Comme le souligne le compositeur Philippe Fénelon dans la préface, la contrebassiste, qui revient ici sur son parcours, « met de l’ordre dans ses errances, décrivant avec lucidité les expériences qui lui serviront de bagage pour transmettre son savoir ». En sept chapitres, À voix basse revisite l’apprentissage (« Sons/Leçons ») au conservatoire d‘Aix-en-Provence, sa ville natale, puis au Conservatoire National Supérieur de Paris dont elle sortira avec un Premier prix. Dans le chapitre « Base/ Basse », elle reconnaît avoir vécu plusieurs handicaps, dont celui d’être une femme, et d’avoir choisi la contrebasse, instrument ingrat, mal aimé des compositeurs, relégué à l’écart dans les orchestres classiques (on ne le sait vraiment que depuis le délicieux monologue de Patrick Süskind). La contrebasse n’exulte vraiment que dans le jazz ou le contemporain.
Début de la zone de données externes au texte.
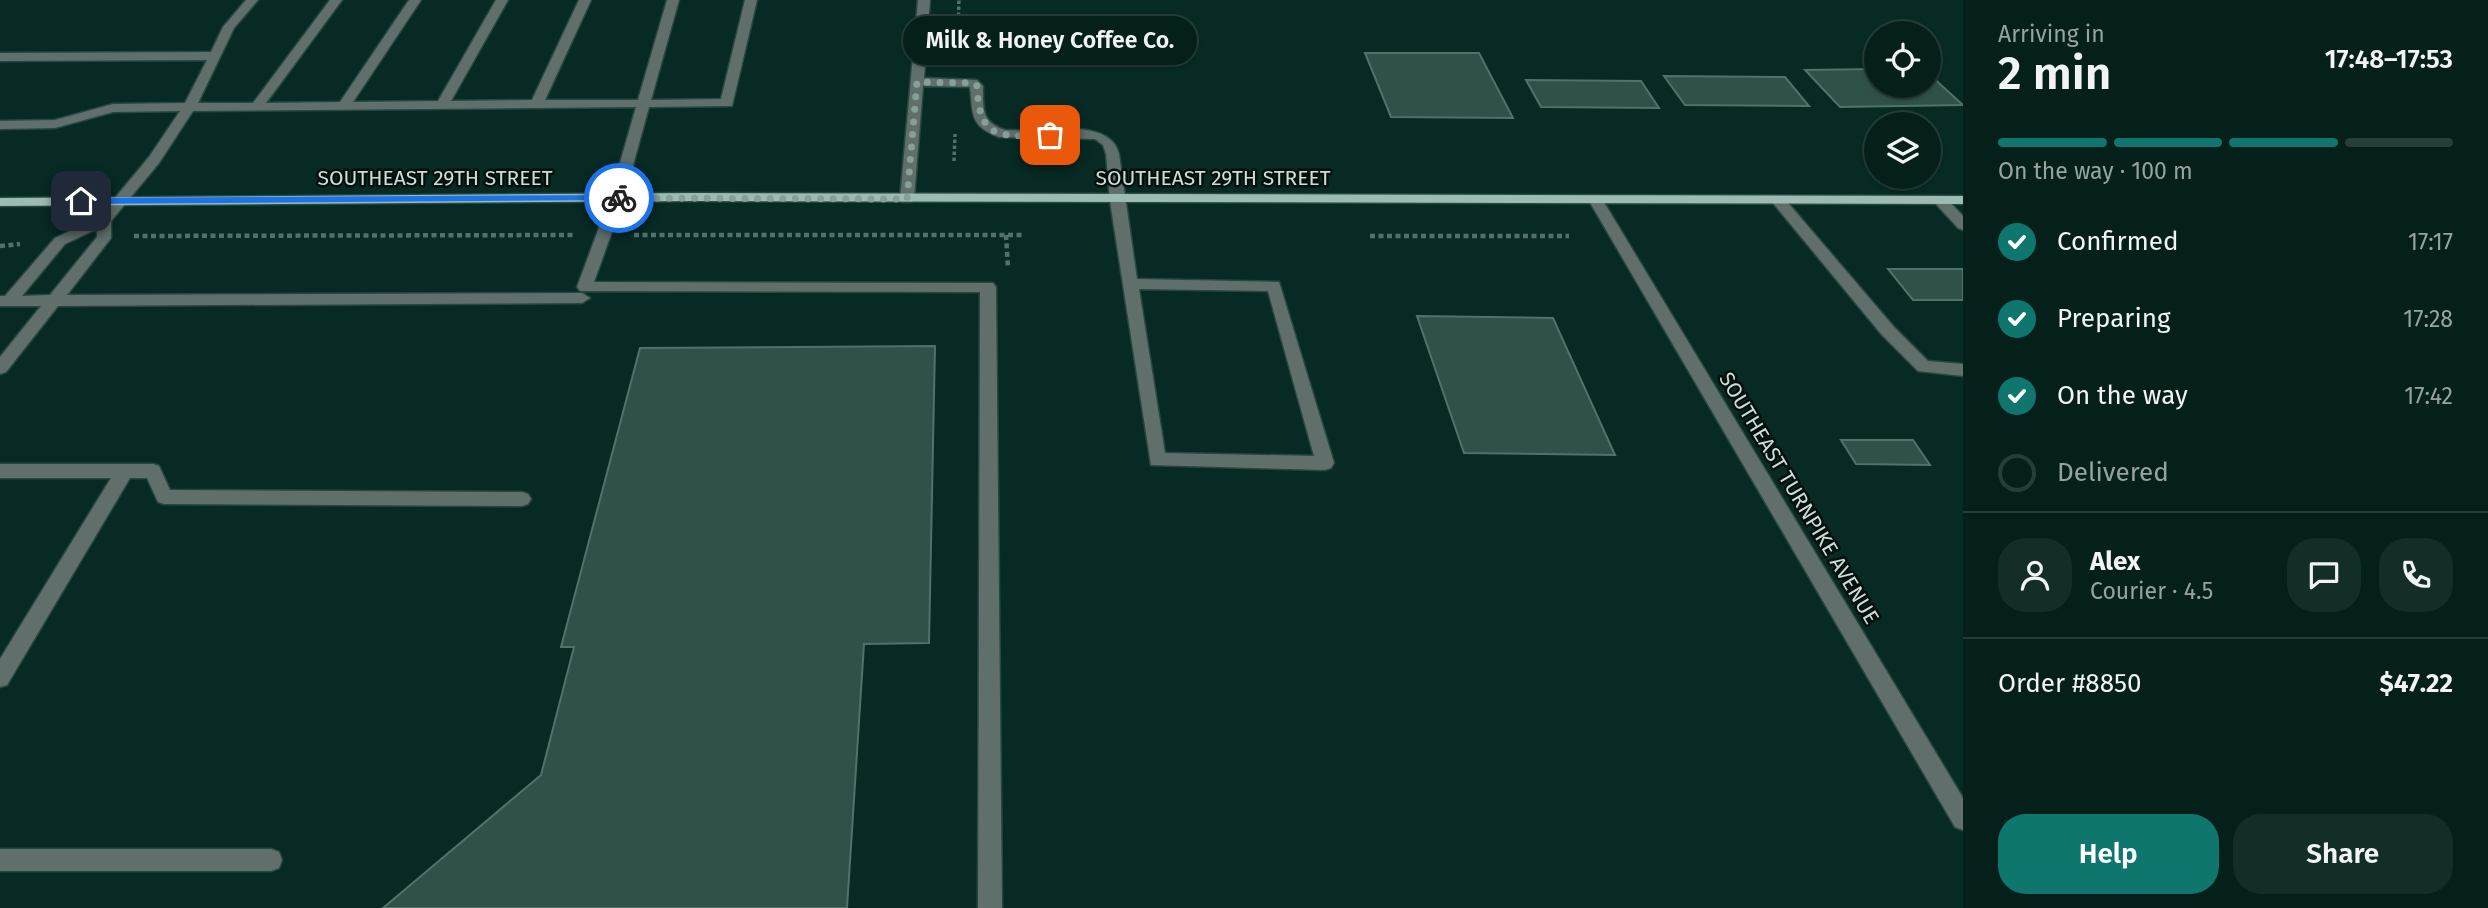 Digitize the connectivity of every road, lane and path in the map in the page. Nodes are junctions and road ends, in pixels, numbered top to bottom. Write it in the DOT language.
graph roads {
  1 [pos="252,0"];
  2 [pos="335,0"];
  3 [pos="415,0"];
  4 [pos="502,0"];
  5 [pos="585,0"];
  6 [pos="673,0"];
  7 [pos="751,0"];
  8 [pos="924,0"];
  9 [pos="214,56"];
  10 [pos="0,57"];
  11 [pos="917,82"];
  12 [pos="537,104"];
  13 [pos="191,105"];
  14 [pos="442,105"];
  15 [pos="643,105"];
  16 [pos="344,106"];
  17 [pos="256,108"];
  18 [pos="0,125"];
  19 [pos="617,198"];
  20 [pos="907,199"];
  21 [pos="1117,199"];
  22 [pos="1595,199"];
  23 [pos="1779,200"];
  24 [pos="1940,200"];
  25 [pos="1963,200"];
  26 [pos="120,201"];
  27 [pos="0,202"];
  28 [pos="104,220"];
  29 [pos="1963,225"];
  30 [pos="605,235"];
  31 [pos="1023,235"];
  32 [pos="1370,236"];
  33 [pos="1569,236"];
  34 [pos="104,238"];
  35 [pos="60,241"];
  36 [pos="0,246"];
  37 [pos="1131,284"];
  38 [pos="582,298"];
  39 [pos="54,300"];
  40 [pos="5,301"];
  41 [pos="0,369"];
  42 [pos="1963,370"];
  43 [pos="0,471"];
  44 [pos="125,471"];
  45 [pos="522,499"];
  46 [pos="0,678"];
  47 [pos="1963,819"];
  48 [pos="0,860"];
  49 [pos="271,860"];
  50 [pos="990,908"];
  1 -- 9 [label="street"];
  2 -- 17 [label="street"];
  3 -- 16 [label="street"];
  4 -- 14 [label="street"];
  5 -- 12 [label="street"];
  6 -- 15 [label="street"];
  7 -- 15 [label="street"];
  8 -- 11 [label="street"];
  9 -- 10 [label="street"];
  9 -- 13 [label="street"];
  11 -- 20 [label="street"];
  11 -- 21 [label="street"];
  12 -- 14 [label="street"];
  12 -- 15 [label="street"];
  13 -- 17 [label="street"];
  13 -- 18 [label="street"];
  13 -- 26 [label="street"];
  14 -- 16 [label="street"];
  15 -- 19 [label="street"];
  16 -- 17 [label="street"];
  19 -- 20 [label="main road, SOUTHEAST 29TH STREET"];
  19 -- 26 [label="main road, SOUTHEAST 29TH STREET"];
  19 -- 30 [label="street"];
  20 -- 21 [label="main road, SOUTHEAST 29TH STREET"];
  21 -- 22 [label="main road, SOUTHEAST 29TH STREET"];
  21 -- 37 [label="street"];
  22 -- 23 [label="main road, SOUTHEAST 29TH STREET"];
  22 -- 47 [label="street, SOUTHEAST TURNPIKE AVENUE"];
  23 -- 24 [label="main road, SOUTHEAST 29TH STREET"];
  23 -- 42 [label="street"];
  24 -- 25 [label="main road, SOUTHEAST 29TH STREET"];
  24 -- 29 [label="street"];
  26 -- 27 [label="main road, SOUTHEAST 29TH STREET"];
  26 -- 28 [label="street"];
  28 -- 34 [label="street"];
  28 -- 35 [label="street"];
  30 -- 31 [label="path"];
  30 -- 34 [label="path"];
  30 -- 50 [label="street"];
  32 -- 33 [label="path"];
  34 -- 39 [label="street"];
  35 -- 36 [label="path"];
  35 -- 40 [label="street"];
  37 -- 37 [label="street"];
  38 -- 39 [label="street"];
  39 -- 40 [label="street"];
  39 -- 41 [label="street"];
  43 -- 44 [label="street"];
  44 -- 45 [label="street"];
  44 -- 46 [label="street"];
  48 -- 49 [label="street"];
}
Joëlle Léandre évoque aussi sa découverte du jazz via un disque de Slam Stewart qui, déjà, chantait tout en jouant, puis raconte son départ précoce vers l’Ouest, où elle rencontre John Cage et Derek Bailey. A son retour d’Amérique, elle s’adonne au free et à l’improvisation, inspirant de nouvelles partitions à John Cage bien sûr, mais aussi à Giacinto Scelsi.

Dans d’autres chapitres, qui se lisent goulûment (« Influences/Confluences », « Improvisation/Composition », « Nomade/Monade »), elle évoque le champ de la musique créative contemporaine des trente dernières années, en France et dans le monde, puisqu’elle enseigne aux USA et qu’elle est plus reconnue à l’étranger que dans son propre pays… Elle a tellement réfléchi au processus d’improvisation qu’elle mériterait, en effet, d’en être une théoricienne.
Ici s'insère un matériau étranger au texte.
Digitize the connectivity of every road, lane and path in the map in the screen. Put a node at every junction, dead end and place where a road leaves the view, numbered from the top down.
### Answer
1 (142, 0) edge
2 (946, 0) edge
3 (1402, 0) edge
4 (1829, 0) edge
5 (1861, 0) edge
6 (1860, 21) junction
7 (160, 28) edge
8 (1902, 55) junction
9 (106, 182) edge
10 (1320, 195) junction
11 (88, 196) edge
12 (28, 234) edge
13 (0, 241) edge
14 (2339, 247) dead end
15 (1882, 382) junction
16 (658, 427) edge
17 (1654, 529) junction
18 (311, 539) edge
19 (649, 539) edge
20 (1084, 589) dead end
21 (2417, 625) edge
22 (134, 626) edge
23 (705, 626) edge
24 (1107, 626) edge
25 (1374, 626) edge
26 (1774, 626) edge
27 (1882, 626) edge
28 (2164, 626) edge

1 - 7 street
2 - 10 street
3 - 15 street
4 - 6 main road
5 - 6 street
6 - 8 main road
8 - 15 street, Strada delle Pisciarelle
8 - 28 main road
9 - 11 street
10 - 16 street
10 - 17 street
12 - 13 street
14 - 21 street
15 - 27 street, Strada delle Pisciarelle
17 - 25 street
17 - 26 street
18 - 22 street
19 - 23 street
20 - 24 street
A l’aise dans les improvisations les plus débridées comme dans le contemporain le plus austère, elle s’est révélée virtuose jusqu’au bout de l’archet, impériale en solo, dès le début des années quatre-vingts. Très habile dans ses réparties avec tous ceux et celles qui l’ont accompagnée, très physique, à l’aise dans la pulsation comme dans l’exploration lyrique de la matière (sa voix, dès son premier disque, prolongeait l’instrument), partenaire des plus grands noms de la musique créative internationale, Léandre poursuit sans relâche son corps-à-corps avec la contrebasse. Ses phrases et les pages qui en résultent sont à ce sujet extrêmement précises, éclairant les limites de la création actuelle, le sectarisme en musique et le pouvoir absolu du compositeur sur l’instrumentiste. Evoquant tous les sujets importants - notamment le problème du disque et du spectacle vivant (« Sillons et microsillons ») -, cet entretien s’achève sur un point de vue plus politique, tout à fait essentiel : « Poétique/Politique ».

En refermant ce joli petit livre, on cerne mieux le personnage de Joëlle Léandre, y compris le personnage sur scène : rebelle avec raison, et de façon constructive, elle a su se taillerune place à part dans un monde artistique souvent ingrat et sans pitié. On comprend ce que peut être la vie d’artiste, et comment se construit avec acharnement, intelligence, talent et - évidemment - passion de la musique, une vraie carrière… et un beau parcours de musicienne.